So, the true cost of interest is nothing like the amount that everyone talks about. The actual cost cash outflow cost of paying interest over the last couple of years has been maybe only 60 percent of the total sum recorded. So those making complaint are anyway talking a lot of nonsense about the burden that it creates and that it is putting a cash flow strain on the government which is preventing it spending on other things when that is not the case, and the government has up to 15 years to save up the £40 odd billion - make it £80 billion for two years - that it's got to pay because of the recent bout of inflation.
And that suddenly makes that excess burden seem really rather trifling in the overall scheme of things as far as the government is concerned.
So, when we're talking about interest costs, they haven't risen anything like as much as those who are complaining about them would like to pretend. They are, in fact, frankly, very low. Hardly out of control, because the government's cost of interest over the last couple of years has overall been lower than the rate of inflation, and therefore, in fact, the cost of its debt has been going down, even though the amount of payment to private wealth holders, who have received interest, will eventually be going up.
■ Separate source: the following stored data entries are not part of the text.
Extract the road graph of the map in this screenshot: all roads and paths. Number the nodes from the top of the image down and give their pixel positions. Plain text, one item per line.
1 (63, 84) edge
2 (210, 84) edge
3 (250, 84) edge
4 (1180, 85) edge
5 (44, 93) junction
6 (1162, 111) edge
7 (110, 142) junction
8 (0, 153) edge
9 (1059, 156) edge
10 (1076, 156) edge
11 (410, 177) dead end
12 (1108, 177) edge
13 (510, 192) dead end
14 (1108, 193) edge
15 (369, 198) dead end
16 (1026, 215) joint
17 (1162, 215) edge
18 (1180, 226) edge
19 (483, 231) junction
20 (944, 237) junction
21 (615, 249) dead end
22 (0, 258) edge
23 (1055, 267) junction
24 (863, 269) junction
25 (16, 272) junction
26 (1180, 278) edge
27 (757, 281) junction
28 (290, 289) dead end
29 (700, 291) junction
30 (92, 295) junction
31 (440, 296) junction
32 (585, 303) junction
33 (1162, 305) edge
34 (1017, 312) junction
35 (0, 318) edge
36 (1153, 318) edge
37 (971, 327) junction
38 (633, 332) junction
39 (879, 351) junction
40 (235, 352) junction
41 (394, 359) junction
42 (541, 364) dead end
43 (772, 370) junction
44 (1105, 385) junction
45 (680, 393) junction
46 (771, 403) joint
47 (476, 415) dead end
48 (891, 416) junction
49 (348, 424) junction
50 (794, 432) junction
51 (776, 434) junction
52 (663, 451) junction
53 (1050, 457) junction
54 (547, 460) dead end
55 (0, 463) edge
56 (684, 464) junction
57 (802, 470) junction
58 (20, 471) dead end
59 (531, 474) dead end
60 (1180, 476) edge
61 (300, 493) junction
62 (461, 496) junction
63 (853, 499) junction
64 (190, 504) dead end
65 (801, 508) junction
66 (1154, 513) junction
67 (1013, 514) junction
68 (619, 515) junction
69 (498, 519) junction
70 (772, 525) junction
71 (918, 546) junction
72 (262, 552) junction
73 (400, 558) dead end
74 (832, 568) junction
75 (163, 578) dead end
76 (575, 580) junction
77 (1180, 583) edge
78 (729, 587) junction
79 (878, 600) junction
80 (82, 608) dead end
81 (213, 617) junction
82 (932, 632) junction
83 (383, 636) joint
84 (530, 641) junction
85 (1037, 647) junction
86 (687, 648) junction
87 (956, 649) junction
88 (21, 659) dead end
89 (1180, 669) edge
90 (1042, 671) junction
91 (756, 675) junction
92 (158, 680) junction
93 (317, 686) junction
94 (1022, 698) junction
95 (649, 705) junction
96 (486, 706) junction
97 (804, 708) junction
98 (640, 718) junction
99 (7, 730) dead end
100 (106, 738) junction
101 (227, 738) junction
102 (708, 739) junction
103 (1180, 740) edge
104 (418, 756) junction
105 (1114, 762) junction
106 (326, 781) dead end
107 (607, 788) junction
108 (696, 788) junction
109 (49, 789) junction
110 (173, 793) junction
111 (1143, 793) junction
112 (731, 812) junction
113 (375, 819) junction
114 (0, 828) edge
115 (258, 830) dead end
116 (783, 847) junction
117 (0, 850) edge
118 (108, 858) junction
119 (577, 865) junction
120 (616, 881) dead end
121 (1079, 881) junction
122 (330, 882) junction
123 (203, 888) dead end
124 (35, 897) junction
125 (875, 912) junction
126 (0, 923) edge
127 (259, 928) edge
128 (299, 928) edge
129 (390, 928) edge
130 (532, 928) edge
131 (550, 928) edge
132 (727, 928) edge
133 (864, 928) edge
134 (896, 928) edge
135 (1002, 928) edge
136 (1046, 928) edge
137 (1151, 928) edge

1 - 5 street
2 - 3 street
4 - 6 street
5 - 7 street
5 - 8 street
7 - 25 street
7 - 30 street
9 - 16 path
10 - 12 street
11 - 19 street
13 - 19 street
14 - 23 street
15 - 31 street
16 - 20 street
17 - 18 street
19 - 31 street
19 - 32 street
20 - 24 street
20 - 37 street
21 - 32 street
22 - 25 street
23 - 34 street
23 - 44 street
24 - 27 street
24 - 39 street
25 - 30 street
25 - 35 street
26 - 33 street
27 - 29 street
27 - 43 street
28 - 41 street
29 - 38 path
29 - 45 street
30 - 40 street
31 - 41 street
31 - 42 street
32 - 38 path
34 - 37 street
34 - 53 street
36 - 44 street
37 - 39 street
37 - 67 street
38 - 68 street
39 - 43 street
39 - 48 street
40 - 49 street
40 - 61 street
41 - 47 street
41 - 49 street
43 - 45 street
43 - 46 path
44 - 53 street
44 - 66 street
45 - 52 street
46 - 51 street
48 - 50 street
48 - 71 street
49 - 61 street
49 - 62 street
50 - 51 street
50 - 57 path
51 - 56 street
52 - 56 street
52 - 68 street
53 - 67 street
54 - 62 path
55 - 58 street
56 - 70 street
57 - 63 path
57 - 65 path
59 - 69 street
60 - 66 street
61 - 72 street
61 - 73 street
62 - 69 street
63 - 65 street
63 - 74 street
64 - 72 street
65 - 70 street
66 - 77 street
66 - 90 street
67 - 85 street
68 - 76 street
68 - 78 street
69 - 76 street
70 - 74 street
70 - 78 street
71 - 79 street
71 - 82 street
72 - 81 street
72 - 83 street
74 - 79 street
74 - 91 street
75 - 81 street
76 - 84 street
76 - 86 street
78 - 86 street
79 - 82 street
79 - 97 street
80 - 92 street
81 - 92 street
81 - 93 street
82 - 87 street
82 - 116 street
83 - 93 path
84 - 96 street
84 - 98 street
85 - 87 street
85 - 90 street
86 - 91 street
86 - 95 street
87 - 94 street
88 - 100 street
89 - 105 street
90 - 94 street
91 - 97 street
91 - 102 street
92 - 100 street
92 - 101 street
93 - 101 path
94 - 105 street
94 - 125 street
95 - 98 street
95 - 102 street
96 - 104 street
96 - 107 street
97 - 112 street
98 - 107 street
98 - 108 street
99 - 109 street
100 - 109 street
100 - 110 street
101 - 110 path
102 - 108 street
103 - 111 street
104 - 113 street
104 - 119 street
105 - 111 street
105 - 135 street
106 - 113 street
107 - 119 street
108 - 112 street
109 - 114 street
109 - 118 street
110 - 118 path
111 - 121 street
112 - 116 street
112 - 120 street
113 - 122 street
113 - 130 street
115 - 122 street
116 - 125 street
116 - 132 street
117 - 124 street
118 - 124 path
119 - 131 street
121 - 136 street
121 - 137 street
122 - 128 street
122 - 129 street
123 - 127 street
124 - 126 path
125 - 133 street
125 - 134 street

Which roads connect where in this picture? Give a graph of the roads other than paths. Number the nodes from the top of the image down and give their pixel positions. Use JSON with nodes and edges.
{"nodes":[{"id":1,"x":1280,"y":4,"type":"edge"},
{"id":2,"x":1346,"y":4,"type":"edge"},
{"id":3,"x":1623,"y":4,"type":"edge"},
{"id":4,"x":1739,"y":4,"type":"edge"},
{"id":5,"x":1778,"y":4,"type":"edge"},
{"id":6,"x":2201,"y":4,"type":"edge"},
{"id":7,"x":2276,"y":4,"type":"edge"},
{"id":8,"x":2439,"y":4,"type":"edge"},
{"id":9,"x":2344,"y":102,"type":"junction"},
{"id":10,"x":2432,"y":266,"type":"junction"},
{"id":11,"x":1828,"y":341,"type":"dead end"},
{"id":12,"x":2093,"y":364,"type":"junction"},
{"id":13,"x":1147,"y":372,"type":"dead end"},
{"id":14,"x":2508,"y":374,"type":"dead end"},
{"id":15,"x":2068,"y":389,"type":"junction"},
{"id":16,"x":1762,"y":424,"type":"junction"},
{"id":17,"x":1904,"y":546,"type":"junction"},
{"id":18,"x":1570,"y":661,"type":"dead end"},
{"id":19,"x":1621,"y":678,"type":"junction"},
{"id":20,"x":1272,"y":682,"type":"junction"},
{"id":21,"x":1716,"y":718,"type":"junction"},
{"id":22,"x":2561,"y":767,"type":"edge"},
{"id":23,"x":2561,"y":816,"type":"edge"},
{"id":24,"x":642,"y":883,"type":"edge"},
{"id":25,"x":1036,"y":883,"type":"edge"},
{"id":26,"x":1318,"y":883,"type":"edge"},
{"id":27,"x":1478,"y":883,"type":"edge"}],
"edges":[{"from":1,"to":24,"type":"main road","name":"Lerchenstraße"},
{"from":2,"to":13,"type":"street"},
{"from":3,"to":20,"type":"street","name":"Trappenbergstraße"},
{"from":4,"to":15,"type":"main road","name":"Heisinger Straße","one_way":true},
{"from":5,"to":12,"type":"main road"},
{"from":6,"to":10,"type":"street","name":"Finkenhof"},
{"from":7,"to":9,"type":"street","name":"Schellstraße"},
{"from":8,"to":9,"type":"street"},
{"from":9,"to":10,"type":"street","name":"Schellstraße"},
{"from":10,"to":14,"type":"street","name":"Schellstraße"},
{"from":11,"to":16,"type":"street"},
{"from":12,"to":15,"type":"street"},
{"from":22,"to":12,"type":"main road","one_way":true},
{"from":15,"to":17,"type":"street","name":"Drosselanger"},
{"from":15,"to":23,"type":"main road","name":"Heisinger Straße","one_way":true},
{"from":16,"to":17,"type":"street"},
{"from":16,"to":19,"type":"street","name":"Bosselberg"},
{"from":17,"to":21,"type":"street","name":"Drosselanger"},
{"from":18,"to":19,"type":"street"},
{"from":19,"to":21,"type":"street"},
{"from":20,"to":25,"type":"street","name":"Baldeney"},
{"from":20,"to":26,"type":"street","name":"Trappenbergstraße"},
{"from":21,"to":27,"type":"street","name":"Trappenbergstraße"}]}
So, is that a problem for the government? No, not at all. If you are actually borrowing money, and overall net, are not paying for it because inflation exceeds the interest rate that you're having to pay to those who've deposited with you, your financial position is improving by borrowing instead of getting worse, which is what all these commentators are suggesting.
It kind of makes everything look rather confusing, doesn't it?
Everything is as usual when it comes to economic truths, just about the opposite of what people claim it to be.
The government hasn't had a disaster with regard to interest costs. The one thing that was a bit out of control, and I accept that it was, was this cost on index-linked bonds, which I don't believe in, by the way, but which won't be paid for another 15 years.
And with regard to ordinary interest costs, everything was pretty much okay, or in fact, improving the government's financial position.
Now that could change. The reason why it could change is that the Bank of England is now working very hard to ensure that we have positive real interest rates in the UK. In other words, interest rates that exceed the ongoing rate of inflation. And that is what is happening in financial markets at present. And that is, of course, having a consequence for government borrowing.
Overall, it looks likely that it will settle on a situation where the government will pay a positive one per cent real interest rate when markets return to what we might call normal.
What does a positive one per cent real interest rate mean? The rate of interest will be one per cent above the inflation rate. So, if the inflation rate is two per cent expect, eventually, interest rates to settle on government bonds at around three per cent or so. So, is a one per cent interest cost excessive, not least when you control the money supply? There's no great burden in that.
And when you look at the proportion of the real cost of interest to overall government spending, and you looked at it in the context of its balance sheet, which would be improving over the last few years, because inflation has curiously reduced the value of government debt more than interest costs have risen, then you would have to say, there is no problem at all with what has arisen with regard to interest payments.
So, please, let's have a calm debate on this issue. Interest rates should not be preventing our government doing anything. What interest rates are doing is allowing the government, as usual, to provide depositors who want a safe place to put their money with somewhere to put it, so that our banking system can operate properly, those in the pension funds and the life assurance sectors who need long-term deposits can have them, and overseas governments can save in UK sterling, which is of enormous benefit to our economy because it facilitates trade and our balance of payments.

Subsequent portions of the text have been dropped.